What the task requires:
The listing below must be duplicated in full, with nothing altered.

Study material:

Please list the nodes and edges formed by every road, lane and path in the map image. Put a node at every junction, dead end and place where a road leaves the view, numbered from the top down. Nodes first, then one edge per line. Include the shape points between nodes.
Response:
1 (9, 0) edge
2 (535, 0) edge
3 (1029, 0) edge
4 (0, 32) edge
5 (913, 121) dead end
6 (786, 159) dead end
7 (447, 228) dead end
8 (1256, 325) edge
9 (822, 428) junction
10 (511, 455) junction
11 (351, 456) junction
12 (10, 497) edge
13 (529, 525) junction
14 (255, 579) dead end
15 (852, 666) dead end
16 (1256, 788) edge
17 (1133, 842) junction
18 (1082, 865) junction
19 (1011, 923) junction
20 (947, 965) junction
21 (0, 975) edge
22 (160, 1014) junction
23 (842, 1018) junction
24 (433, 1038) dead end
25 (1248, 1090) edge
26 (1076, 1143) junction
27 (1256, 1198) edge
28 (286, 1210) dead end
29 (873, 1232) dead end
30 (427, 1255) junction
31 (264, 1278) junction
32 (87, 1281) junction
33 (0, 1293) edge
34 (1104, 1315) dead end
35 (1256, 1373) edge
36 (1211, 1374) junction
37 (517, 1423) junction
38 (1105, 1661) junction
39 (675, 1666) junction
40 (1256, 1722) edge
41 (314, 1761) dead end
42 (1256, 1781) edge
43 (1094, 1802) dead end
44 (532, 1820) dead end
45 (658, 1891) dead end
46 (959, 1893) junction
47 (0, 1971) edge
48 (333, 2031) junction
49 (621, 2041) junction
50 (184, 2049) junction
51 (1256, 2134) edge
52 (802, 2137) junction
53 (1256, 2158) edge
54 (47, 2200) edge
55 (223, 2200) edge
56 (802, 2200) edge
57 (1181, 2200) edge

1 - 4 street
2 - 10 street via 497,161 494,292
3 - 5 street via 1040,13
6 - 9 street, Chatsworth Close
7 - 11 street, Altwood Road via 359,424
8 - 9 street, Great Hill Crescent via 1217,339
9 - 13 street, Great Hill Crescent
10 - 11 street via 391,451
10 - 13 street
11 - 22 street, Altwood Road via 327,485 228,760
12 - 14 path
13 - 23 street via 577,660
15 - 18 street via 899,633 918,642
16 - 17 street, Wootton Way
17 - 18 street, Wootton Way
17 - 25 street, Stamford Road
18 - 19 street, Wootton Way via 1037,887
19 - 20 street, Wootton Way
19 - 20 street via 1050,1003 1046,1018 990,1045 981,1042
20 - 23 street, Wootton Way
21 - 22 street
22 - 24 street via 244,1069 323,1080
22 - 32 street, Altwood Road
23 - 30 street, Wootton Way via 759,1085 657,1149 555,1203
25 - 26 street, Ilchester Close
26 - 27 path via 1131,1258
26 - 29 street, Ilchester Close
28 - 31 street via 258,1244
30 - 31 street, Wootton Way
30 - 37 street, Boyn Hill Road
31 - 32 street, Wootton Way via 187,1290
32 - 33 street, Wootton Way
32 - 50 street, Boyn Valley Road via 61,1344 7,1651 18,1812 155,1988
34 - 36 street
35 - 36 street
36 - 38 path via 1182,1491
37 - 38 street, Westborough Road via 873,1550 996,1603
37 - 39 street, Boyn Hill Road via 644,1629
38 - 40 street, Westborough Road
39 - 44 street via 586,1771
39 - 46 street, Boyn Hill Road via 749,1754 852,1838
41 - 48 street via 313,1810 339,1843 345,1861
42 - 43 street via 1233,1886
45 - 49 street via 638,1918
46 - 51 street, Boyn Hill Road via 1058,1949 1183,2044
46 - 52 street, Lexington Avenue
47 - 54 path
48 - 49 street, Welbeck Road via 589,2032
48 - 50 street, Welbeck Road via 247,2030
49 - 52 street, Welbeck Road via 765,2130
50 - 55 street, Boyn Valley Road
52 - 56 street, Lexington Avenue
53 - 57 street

Exercise output:
Please list the nodes and edges formed by every road, lane and path in the map image. Put a node at every junction, dead end and place where a road leaves the view, numbered from the top down. Nodes first, then one edge per line. Include the shape points between nodes.
Response:
1 (9, 0) edge
2 (535, 0) edge
3 (1029, 0) edge
4 (0, 32) edge
5 (913, 121) dead end
6 (786, 159) dead end
7 (447, 228) dead end
8 (1256, 325) edge
9 (822, 428) junction
10 (511, 455) junction
11 (351, 456) junction
12 (10, 497) edge
13 (529, 525) junction
14 (255, 579) dead end
15 (852, 666) dead end
16 (1256, 788) edge
17 (1133, 842) junction
18 (1082, 865) junction
19 (1011, 923) junction
20 (947, 965) junction
21 (0, 975) edge
22 (160, 1014) junction
23 (842, 1018) junction
24 (433, 1038) dead end
25 (1248, 1090) edge
26 (1076, 1143) junction
27 (1256, 1198) edge
28 (286, 1210) dead end
29 (873, 1232) dead end
30 (427, 1255) junction
31 (264, 1278) junction
32 (87, 1281) junction
33 (0, 1293) edge
34 (1104, 1315) dead end
35 (1256, 1373) edge
36 (1211, 1374) junction
37 (517, 1423) junction
38 (1105, 1661) junction
39 (675, 1666) junction
40 (1256, 1722) edge
41 (314, 1761) dead end
42 (1256, 1781) edge
43 (1094, 1802) dead end
44 (532, 1820) dead end
45 (658, 1891) dead end
46 (959, 1893) junction
47 (0, 1971) edge
48 (333, 2031) junction
49 (621, 2041) junction
50 (184, 2049) junction
51 (1256, 2134) edge
52 (802, 2137) junction
53 (1256, 2158) edge
54 (47, 2200) edge
55 (223, 2200) edge
56 (802, 2200) edge
57 (1181, 2200) edge

1 - 4 street
2 - 10 street via 497,161 494,292
3 - 5 street via 1040,13
6 - 9 street, Chatsworth Close
7 - 11 street, Altwood Road via 359,424
8 - 9 street, Great Hill Crescent via 1217,339
9 - 13 street, Great Hill Crescent
10 - 11 street via 391,451
10 - 13 street
11 - 22 street, Altwood Road via 327,485 228,760
12 - 14 path
13 - 23 street via 577,660
15 - 18 street via 899,633 918,642
16 - 17 street, Wootton Way
17 - 18 street, Wootton Way
17 - 25 street, Stamford Road
18 - 19 street, Wootton Way via 1037,887
19 - 20 street, Wootton Way
19 - 20 street via 1050,1003 1046,1018 990,1045 981,1042
20 - 23 street, Wootton Way
21 - 22 street
22 - 24 street via 244,1069 323,1080
22 - 32 street, Altwood Road
23 - 30 street, Wootton Way via 759,1085 657,1149 555,1203
25 - 26 street, Ilchester Close
26 - 27 path via 1131,1258
26 - 29 street, Ilchester Close
28 - 31 street via 258,1244
30 - 31 street, Wootton Way
30 - 37 street, Boyn Hill Road
31 - 32 street, Wootton Way via 187,1290
32 - 33 street, Wootton Way
32 - 50 street, Boyn Valley Road via 61,1344 7,1651 18,1812 155,1988
34 - 36 street
35 - 36 street
36 - 38 path via 1182,1491
37 - 38 street, Westborough Road via 873,1550 996,1603
37 - 39 street, Boyn Hill Road via 644,1629
38 - 40 street, Westborough Road
39 - 44 street via 586,1771
39 - 46 street, Boyn Hill Road via 749,1754 852,1838
41 - 48 street via 313,1810 339,1843 345,1861
42 - 43 street via 1233,1886
45 - 49 street via 638,1918
46 - 51 street, Boyn Hill Road via 1058,1949 1183,2044
46 - 52 street, Lexington Avenue
47 - 54 path
48 - 49 street, Welbeck Road via 589,2032
48 - 50 street, Welbeck Road via 247,2030
49 - 52 street, Welbeck Road via 765,2130
50 - 55 street, Boyn Valley Road
52 - 56 street, Lexington Avenue
53 - 57 street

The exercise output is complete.